Amazon S3’s Reduced Redundancy Storage

Amazon has released a new feature that many of you will be taking advantage of.  It’s called Reduced Redundancy Storage.  Amazon typically stores your files on multiple devices at multiple data centers.  When you store a file with the reduced redundancy storage option, the file is still stored on multiple devices at multiple data centers but fewer times.  The benefit of this is a lower price to store your files.  It costs 33% less to store files with reduced redundancy.  The drawback is that Amazon may lose one of your files.  For this reason you should only use this option if the file you are storing can be regenerated or restored from another location.

A typical use for reduced redundancy would be for the storage of programmatically generated thumbnails of a picture.  Suppose a user uploads a picture to your site.  You generate a thumbnail of the picture and store the original and the thumbnail on Amazon S3.  You can choose to store the original with the standard storage class and the thumbnail with the reduced redundancy storage class.  If the thumbnail is ever lost you can regenerate it from the original.

Amazon calculates reduced redundancy storage is 99.99% durable as opposed to standard storage’s 99.999999999% durability.  Amazon also calculates reduced redundancy storage provides 400 times the durability of a typical disk drive.

You can choose to make a file reduced redundancy when you upload it. Setting a special request header in the upload tells Amazon you want to use reduced redundancy for that file. The code snippet below shows how to upload a file with the SprightlySoft S3 Component for .NET and make it reduced redundancy.

Dictionary<String, String> ExtraRequestHeaders = new Dictionary<String, String>();
ExtraRequestHeaders.Add("x-amz-storage-class", "REDUCED_REDUNDANCY");

SprightlySoftS3.Upload MyUpload = new SprightlySoftS3.Upload();
MyUpload.UploadFile("AWSAccessKeyId", "AWSSecretAccessKey", "BucketName", "KeyName", "FilePath", ExtraRequestHeaders);

You can tell which files are using reduced redundancy when you list a bucket.  The StorageClass value will be STANDARD or REDUCED_REDUNDANCY.
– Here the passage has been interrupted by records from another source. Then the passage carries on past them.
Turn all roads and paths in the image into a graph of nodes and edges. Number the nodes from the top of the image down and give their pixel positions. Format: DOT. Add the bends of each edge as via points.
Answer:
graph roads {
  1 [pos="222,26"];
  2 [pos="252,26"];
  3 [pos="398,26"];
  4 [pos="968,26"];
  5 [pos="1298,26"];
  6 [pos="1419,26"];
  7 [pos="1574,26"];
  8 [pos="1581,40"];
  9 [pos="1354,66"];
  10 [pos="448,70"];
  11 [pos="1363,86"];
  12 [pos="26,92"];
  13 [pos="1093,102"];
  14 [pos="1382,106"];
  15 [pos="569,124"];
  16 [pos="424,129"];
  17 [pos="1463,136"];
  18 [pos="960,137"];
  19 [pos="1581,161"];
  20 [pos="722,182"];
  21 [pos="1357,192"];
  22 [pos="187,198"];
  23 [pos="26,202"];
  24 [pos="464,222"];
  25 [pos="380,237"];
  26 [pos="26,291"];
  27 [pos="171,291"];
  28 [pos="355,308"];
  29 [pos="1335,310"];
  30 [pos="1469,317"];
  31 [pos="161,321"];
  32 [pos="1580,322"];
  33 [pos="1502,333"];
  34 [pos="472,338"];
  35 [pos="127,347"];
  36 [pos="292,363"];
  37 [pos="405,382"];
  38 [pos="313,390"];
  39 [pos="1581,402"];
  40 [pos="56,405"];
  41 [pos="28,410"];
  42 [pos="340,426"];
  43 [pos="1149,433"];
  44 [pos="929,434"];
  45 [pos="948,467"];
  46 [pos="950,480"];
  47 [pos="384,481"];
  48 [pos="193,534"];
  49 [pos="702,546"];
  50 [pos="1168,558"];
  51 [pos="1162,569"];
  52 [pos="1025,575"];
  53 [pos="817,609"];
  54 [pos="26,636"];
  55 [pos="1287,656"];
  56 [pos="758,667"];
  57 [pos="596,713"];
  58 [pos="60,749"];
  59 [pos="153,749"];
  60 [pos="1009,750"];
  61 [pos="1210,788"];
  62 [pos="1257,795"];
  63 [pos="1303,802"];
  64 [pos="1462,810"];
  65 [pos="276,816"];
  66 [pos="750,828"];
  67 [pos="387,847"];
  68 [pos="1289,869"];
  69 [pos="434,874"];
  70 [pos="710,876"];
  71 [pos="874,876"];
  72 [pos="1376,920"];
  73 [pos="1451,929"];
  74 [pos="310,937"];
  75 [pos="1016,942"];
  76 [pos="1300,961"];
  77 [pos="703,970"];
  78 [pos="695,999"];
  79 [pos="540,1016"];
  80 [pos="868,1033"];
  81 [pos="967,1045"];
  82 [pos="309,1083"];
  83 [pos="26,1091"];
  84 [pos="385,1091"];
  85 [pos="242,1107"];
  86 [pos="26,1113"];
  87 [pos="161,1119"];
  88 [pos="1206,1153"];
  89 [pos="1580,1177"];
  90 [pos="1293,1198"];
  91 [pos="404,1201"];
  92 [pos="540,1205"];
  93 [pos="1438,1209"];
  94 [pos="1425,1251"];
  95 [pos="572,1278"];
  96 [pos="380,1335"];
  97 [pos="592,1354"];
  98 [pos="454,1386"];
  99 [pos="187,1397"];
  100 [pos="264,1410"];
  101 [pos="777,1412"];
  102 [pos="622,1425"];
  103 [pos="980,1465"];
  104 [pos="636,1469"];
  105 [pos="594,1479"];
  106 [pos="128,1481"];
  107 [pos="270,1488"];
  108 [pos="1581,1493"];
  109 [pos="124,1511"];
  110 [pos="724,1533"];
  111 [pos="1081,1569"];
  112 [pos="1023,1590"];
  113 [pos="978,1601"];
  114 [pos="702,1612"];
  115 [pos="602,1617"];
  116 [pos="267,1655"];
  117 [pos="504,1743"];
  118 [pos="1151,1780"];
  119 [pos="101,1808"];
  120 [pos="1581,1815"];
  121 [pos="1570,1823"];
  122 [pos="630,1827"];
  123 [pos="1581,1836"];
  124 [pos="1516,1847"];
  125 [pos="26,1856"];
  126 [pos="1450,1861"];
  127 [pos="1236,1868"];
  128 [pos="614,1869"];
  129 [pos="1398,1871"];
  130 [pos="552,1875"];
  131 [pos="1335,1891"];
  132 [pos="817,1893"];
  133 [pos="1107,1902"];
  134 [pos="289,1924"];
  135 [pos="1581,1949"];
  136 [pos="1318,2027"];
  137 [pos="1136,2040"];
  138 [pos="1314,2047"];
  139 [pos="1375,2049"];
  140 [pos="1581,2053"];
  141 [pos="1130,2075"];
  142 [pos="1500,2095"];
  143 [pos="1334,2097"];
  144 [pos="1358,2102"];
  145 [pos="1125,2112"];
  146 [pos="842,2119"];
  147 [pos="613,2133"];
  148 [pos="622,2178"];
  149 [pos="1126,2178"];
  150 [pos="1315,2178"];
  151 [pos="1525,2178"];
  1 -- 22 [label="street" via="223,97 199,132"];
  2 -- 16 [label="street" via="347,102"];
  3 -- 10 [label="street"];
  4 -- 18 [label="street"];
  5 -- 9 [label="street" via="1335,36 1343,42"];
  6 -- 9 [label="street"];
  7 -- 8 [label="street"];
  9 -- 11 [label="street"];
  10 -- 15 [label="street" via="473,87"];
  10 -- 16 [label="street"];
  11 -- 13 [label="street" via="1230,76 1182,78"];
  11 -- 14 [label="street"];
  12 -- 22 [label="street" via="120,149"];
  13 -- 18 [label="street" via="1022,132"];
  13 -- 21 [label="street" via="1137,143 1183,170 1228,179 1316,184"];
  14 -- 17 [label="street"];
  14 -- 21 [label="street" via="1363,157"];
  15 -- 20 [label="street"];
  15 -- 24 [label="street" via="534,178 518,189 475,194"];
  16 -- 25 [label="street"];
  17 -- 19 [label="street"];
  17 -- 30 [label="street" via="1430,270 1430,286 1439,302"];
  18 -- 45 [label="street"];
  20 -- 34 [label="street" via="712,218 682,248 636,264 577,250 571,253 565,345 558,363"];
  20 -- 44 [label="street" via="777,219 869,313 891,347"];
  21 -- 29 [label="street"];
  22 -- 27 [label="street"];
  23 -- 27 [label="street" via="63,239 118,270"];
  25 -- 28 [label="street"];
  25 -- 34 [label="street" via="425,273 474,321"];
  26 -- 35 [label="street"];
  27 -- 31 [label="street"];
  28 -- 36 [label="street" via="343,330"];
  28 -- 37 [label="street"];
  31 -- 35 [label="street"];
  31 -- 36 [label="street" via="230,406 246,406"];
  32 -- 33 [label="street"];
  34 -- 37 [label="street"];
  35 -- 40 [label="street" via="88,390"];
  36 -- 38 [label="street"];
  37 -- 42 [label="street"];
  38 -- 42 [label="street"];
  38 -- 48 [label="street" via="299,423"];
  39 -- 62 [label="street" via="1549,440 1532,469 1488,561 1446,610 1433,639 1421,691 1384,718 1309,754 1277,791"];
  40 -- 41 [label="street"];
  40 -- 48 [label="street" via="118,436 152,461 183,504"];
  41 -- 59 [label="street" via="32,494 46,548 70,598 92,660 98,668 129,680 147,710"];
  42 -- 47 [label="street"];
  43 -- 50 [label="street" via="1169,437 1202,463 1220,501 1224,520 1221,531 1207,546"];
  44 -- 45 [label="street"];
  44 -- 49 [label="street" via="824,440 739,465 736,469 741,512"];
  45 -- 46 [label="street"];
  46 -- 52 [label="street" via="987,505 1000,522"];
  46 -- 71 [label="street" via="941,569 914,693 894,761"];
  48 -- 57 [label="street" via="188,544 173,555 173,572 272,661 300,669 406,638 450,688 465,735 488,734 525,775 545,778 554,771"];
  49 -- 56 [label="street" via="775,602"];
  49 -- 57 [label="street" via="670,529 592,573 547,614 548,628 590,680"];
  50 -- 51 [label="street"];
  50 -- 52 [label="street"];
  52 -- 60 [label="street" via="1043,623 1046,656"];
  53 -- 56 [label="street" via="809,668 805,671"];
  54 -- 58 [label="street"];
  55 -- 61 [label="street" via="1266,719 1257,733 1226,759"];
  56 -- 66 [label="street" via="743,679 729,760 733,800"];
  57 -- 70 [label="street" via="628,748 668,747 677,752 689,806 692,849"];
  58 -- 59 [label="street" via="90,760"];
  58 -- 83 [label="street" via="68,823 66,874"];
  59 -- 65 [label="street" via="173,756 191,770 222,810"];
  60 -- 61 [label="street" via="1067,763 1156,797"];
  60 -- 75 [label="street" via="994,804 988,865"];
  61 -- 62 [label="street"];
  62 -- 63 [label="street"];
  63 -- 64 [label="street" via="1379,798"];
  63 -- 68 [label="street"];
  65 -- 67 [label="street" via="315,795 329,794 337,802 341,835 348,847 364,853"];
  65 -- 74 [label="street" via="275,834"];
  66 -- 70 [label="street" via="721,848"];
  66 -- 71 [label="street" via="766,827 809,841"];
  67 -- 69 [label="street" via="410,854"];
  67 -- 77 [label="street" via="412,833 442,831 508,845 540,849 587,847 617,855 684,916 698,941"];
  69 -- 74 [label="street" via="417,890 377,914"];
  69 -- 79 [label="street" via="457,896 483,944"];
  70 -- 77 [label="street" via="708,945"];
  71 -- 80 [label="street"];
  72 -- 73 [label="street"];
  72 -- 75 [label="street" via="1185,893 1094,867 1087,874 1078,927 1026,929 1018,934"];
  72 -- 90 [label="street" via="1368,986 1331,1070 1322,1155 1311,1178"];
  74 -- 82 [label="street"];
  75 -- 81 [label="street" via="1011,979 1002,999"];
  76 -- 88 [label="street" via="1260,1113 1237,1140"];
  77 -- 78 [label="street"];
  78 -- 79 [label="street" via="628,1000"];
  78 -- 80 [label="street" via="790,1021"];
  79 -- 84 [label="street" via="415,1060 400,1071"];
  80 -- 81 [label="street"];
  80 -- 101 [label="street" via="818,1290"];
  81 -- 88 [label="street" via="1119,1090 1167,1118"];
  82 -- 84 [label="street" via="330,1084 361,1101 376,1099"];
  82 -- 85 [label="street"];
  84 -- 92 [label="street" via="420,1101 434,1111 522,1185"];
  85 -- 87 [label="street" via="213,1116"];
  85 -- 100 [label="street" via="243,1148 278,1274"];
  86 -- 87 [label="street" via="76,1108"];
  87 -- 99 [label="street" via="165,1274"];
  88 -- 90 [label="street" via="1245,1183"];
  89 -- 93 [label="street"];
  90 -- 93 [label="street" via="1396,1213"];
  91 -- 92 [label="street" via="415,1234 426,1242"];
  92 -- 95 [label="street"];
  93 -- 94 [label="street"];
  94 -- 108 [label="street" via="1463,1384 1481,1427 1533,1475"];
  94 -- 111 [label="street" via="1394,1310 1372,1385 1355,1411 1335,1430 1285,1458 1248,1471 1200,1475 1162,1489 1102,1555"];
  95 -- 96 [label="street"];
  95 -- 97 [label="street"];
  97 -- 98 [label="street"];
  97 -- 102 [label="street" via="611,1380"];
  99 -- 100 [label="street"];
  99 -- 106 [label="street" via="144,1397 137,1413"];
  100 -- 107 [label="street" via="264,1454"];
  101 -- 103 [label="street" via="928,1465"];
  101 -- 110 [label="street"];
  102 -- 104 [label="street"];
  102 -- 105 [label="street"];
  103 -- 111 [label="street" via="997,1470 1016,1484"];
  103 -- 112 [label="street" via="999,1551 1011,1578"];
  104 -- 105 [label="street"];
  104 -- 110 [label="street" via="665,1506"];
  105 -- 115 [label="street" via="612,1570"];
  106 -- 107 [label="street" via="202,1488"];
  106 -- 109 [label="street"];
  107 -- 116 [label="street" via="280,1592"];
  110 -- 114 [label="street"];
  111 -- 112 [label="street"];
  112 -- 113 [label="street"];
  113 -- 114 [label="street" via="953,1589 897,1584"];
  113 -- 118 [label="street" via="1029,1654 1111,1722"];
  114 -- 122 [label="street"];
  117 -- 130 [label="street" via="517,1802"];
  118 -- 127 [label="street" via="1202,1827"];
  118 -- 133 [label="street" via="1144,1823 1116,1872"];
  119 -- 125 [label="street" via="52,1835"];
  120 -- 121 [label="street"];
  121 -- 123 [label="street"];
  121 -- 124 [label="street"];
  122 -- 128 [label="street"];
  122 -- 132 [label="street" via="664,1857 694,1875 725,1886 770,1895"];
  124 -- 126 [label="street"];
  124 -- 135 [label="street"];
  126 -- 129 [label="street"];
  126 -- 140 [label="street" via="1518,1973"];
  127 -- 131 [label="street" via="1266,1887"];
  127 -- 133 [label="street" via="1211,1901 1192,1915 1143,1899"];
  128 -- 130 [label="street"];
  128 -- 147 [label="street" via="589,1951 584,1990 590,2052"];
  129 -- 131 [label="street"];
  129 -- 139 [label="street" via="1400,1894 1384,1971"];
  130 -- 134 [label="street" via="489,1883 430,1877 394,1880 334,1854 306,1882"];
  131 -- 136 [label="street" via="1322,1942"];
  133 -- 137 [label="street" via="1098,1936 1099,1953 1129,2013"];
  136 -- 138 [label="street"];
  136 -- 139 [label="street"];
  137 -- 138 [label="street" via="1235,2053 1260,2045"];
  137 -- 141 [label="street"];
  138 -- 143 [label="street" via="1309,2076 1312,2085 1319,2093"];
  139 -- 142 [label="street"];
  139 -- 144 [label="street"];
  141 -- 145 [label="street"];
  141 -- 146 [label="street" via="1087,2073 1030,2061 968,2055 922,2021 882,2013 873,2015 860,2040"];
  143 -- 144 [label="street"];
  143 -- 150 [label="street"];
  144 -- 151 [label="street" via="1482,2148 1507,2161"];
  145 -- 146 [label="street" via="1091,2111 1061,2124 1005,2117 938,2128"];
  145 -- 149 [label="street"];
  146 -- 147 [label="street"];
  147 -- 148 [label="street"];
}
You can configure Amazon to send you a notification through Amazon’s Simple Notification Service in the event that Amazon loses one of your reduced redundancy files.  First you set up a Simple Notification Service topic that will load a web page, send an email or add an Amazon Simple Queue Service item when it is triggered.  Next you configure your bucket to trigger the topic when the ReducedRedundancyLostObject event occurs.  Say your application stores images and thumbnails.  Create a web page to regenerate the thumbnail from the original.  Set up a Simple Notification Service topic to call your web page what it runs.  Then configure your bucket to call the topic if it loses a file.It’s a bit more work but it can pay for itself it you store many files with the reduced redundancy storage option.